Risks include longer lead times, higher dependency on supplier responsiveness, potential scheduling bottlenecks, and complexity in cost control for highly unique orders.

Which industries best suit the MTO model?

Industries characterized by lower volume but high product complexity and customization needs, such as aerospace, specialty automotive, industrial machinery, medical devices, and bespoke furniture.

How is lead time determined in MTO operations?

Lead time covers the combined duration of engineering, procurement, assembly, and testing, relying heavily on real-time capacity and supplier reliability at each production stage.

How are costs and pricing calculated in MTO?

Pricing aggregates the cost of materials, labor, overhead, and surcharges for custom features. Scenario analysis is used to ensure that unique job requirements are accurately reflected in quotes.

What digital systems are necessary for MTO success?

Key systems include CPQ for quoting, ERP/MRP for planning, APS for scheduling, and MES for execution. Integration of these tools ensures smooth information flow and accurate promise management.

Conclusion

Make To Order (MTO) is a strategy for aligning the production system with real, confirmed customer demand, thus enabling advanced customization, minimizing finished-goods inventory, and allowing for premium pricing. Its successful application requires careful trade-off analysis—balancing customization and responsiveness with the realities of longer lead times, complex supplier relationships, and capacity planning.

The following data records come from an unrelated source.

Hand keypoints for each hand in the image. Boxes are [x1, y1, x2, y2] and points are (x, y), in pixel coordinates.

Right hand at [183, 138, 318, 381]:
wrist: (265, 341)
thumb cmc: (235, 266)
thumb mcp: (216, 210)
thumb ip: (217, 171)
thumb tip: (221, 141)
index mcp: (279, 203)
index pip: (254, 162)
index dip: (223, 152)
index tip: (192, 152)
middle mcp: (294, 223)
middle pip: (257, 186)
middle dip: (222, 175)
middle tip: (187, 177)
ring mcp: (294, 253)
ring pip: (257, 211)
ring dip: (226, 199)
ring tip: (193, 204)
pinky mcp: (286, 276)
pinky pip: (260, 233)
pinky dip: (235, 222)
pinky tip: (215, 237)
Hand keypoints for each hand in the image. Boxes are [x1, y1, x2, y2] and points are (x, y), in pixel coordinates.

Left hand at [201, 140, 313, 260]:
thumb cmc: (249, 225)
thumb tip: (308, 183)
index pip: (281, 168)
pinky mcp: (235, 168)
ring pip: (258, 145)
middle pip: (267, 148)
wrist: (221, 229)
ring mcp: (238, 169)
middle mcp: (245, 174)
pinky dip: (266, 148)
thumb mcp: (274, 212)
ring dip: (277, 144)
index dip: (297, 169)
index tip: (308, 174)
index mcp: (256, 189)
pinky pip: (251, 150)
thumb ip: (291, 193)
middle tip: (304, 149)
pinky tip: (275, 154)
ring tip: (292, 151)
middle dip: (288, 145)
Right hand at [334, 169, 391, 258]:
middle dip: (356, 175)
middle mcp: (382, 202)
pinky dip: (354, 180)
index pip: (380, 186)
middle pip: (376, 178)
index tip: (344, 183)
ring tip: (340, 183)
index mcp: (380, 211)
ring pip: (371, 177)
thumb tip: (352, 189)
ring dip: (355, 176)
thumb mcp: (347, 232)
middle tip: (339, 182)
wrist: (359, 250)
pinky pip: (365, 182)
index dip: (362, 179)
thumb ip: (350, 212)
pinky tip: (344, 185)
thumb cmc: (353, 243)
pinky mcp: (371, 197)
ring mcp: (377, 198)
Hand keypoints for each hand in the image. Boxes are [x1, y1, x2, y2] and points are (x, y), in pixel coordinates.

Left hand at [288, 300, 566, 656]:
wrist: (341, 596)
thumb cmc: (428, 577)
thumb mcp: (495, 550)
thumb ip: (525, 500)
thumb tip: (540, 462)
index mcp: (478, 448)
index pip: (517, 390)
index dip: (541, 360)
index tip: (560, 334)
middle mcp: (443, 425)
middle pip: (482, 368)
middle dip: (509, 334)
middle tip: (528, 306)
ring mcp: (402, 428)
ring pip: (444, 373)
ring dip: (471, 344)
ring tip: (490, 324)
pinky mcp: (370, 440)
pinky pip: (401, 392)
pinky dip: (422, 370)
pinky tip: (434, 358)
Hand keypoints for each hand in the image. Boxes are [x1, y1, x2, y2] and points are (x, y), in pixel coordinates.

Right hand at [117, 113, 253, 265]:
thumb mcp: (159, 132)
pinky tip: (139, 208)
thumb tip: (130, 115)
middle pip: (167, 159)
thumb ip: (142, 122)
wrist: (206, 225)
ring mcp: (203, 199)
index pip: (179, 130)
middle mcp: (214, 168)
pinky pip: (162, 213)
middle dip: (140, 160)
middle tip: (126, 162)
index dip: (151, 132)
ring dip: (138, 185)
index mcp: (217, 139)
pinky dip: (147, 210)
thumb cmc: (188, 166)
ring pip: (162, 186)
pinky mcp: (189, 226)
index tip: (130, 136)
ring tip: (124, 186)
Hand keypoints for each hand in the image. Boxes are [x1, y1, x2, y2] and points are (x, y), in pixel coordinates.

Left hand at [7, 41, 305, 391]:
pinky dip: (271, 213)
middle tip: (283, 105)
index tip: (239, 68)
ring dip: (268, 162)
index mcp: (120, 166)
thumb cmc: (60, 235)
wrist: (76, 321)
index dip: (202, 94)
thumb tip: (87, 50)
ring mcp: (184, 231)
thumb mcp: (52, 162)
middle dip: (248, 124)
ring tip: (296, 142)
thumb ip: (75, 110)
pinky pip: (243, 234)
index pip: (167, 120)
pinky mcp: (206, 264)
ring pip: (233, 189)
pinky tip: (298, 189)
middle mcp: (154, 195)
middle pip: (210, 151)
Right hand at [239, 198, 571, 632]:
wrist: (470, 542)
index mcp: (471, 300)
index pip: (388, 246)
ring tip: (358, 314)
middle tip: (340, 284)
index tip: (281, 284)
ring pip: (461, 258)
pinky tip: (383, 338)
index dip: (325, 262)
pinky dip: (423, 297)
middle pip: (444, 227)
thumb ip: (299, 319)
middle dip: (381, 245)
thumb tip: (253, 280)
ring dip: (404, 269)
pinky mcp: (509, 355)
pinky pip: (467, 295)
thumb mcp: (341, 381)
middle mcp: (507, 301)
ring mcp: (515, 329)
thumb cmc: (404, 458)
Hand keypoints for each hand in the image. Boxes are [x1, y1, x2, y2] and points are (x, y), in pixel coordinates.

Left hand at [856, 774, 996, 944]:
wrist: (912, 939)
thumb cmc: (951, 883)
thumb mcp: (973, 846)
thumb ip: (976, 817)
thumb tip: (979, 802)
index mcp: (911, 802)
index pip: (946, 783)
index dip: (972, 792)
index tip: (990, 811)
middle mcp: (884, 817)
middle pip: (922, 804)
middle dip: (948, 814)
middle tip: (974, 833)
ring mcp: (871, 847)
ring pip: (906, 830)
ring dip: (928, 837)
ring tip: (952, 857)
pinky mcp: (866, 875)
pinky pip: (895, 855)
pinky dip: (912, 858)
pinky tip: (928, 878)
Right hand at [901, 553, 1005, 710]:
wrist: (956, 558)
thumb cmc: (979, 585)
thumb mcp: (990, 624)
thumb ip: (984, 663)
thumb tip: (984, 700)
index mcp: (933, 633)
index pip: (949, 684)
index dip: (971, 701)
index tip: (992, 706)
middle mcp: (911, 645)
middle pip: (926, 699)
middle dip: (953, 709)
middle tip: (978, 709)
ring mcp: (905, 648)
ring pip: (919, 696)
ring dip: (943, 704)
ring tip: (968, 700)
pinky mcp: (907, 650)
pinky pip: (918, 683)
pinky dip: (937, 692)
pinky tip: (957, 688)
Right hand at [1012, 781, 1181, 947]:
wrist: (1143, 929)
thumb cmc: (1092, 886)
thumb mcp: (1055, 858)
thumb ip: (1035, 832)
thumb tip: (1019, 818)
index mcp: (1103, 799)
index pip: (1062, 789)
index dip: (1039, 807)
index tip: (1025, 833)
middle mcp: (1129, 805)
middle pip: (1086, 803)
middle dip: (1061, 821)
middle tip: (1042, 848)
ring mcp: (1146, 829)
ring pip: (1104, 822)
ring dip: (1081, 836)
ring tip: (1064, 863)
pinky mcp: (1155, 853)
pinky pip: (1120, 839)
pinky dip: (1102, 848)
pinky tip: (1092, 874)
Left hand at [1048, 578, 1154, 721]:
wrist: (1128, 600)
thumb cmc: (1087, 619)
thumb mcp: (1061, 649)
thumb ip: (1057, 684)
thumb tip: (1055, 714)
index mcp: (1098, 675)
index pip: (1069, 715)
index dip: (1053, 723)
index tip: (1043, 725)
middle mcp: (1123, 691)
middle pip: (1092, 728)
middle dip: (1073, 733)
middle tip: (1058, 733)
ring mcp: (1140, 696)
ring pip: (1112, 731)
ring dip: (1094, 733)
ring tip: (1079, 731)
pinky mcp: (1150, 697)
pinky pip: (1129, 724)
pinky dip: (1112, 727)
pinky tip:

MTO is well suited to sectors where variety, complexity, and customer requirements are prioritized over speed. Its adoption is supported by modern digital tools, supplier collaboration, and Lean manufacturing principles. When implemented with discipline—embedding robust configuration, reliable promise dates, and continuous improvement—MTO can enhance margins, operational agility, and customer value in today's competitive markets.